WORK REQUIRED: Please check every line of the listing for "ring" and copy each line where it is found.

RECORDS SUPPLIED:

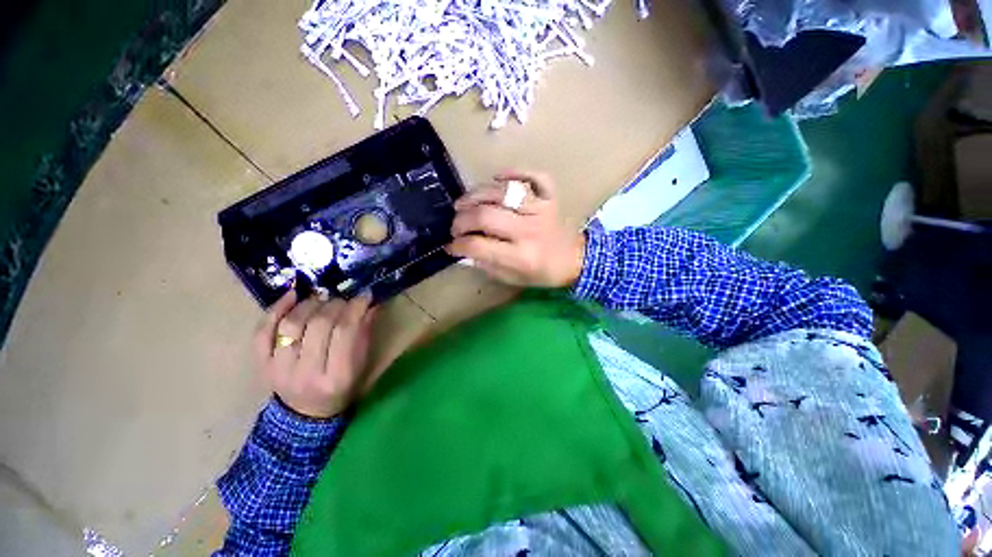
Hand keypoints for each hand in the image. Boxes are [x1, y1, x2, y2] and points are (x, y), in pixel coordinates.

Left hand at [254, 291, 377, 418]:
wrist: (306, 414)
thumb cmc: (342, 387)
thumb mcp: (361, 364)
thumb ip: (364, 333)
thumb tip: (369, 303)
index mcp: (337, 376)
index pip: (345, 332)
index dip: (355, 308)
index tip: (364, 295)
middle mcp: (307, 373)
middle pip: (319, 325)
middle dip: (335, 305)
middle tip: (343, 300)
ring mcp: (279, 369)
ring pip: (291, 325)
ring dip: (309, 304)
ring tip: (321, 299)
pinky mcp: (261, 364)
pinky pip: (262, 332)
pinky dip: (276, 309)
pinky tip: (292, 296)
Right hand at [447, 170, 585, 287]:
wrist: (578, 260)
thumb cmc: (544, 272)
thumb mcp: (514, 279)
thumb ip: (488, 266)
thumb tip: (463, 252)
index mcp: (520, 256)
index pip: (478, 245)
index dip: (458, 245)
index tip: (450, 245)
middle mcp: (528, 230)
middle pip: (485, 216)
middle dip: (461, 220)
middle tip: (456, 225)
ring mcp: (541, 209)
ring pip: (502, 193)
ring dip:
---
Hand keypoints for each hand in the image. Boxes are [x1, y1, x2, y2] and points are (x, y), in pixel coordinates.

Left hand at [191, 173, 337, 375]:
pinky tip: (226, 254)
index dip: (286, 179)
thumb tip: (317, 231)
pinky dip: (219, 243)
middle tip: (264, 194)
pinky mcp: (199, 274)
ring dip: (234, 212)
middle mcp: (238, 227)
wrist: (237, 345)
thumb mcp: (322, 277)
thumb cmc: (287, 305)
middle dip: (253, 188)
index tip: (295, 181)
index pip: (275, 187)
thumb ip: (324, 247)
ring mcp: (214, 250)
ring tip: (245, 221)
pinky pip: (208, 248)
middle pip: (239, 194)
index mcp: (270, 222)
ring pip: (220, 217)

OUTPUT OF THE EXERCISE:
ring mcp: (279, 369)
ring pip: (291, 325)
ring dip: (309, 304)
ring tip: (321, 299)
ring mcp: (541, 209)
ring pip: (502, 193)
ring dip:
ring dip: (234, 212)
ring mcp: (214, 250)
ring tip: (245, 221)
ring pip: (220, 217)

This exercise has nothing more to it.